To prepare a solution of 0.0025M Fe3+ by dissolving ferric ammonium sulfate in sulfuric acid, you will need to follow these steps:
1. Determine the molecular weight of ferric ammonium sulfate (Fe(NH4)2(SO4)2) and ferric ion (Fe3+). The molecular weight of ferric ammonium sulfate is 392.14 g/mol, and the ferric ion has a molecular weight of 55.85 g/mol.

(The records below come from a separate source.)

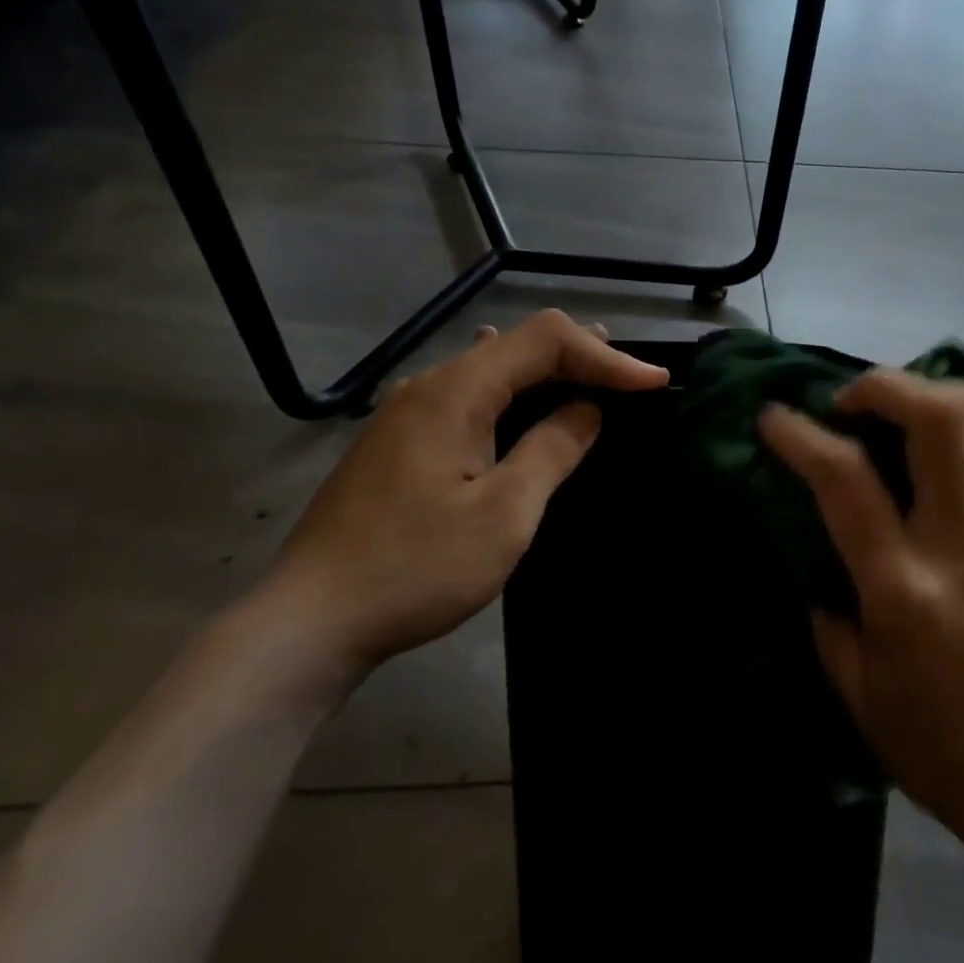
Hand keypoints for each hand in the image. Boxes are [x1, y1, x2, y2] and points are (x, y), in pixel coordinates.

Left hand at [261, 310, 666, 680]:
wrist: (310, 621)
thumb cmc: (416, 567)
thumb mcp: (503, 513)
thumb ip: (551, 450)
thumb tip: (586, 411)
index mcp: (455, 391)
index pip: (544, 341)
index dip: (605, 355)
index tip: (653, 383)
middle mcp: (428, 386)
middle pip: (516, 347)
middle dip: (580, 356)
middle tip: (631, 375)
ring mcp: (406, 414)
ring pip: (490, 371)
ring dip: (545, 373)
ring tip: (590, 374)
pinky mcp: (397, 443)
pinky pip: (468, 398)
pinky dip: (512, 395)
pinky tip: (517, 397)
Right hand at [759, 371, 963, 845]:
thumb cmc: (919, 732)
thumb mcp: (846, 676)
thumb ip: (824, 596)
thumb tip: (812, 534)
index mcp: (901, 589)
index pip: (847, 481)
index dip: (801, 435)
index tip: (774, 417)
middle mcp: (961, 546)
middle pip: (940, 420)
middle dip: (886, 386)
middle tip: (850, 402)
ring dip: (939, 394)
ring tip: (902, 410)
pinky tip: (941, 440)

2. Calculate the moles of ferric ion required by using the molarity (M) and volume of the solution. Given that the desired molarity is 0.0025M and the volume is 500 cm^3 (which is equivalent to 0.5 L), use the formula:
Moles of Fe3+ = Molarity * Volume
Moles of Fe3+ = 0.0025 mol/L * 0.5 L
Moles of Fe3+ = 0.00125 moles
3. Determine the stoichiometric ratio between ferric ammonium sulfate and ferric ion. By examining the chemical formula of ferric ammonium sulfate (Fe(NH4)2(SO4)2), you can see that one mole of ferric ammonium sulfate contains one mole of ferric ion. Therefore, you will need 0.00125 moles of ferric ammonium sulfate.

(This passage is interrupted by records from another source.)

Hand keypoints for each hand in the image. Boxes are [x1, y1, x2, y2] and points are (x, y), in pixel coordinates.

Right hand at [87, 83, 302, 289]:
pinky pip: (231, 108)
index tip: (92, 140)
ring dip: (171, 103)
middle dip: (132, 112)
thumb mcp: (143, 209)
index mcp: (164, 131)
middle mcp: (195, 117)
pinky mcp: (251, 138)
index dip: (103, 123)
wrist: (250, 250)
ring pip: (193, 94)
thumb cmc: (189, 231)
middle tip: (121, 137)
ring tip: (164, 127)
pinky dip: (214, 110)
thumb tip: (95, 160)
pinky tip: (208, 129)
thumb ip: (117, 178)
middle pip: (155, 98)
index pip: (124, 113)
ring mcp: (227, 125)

4. Calculate the mass of ferric ammonium sulfate required by multiplying the number of moles by its molecular weight:
Mass of ferric ammonium sulfate = Moles of ferric ammonium sulfate * Molecular weight
Mass of ferric ammonium sulfate = 0.00125 mol * 392.14 g/mol
Mass of ferric ammonium sulfate = 0.49 g (rounded to two decimal places)
Therefore, to prepare a 0.0025M Fe3+ solution, you would need approximately 0.49 grams of ferric ammonium sulfate dissolved in 500 cm^3 of 0.0025M sulfuric acid.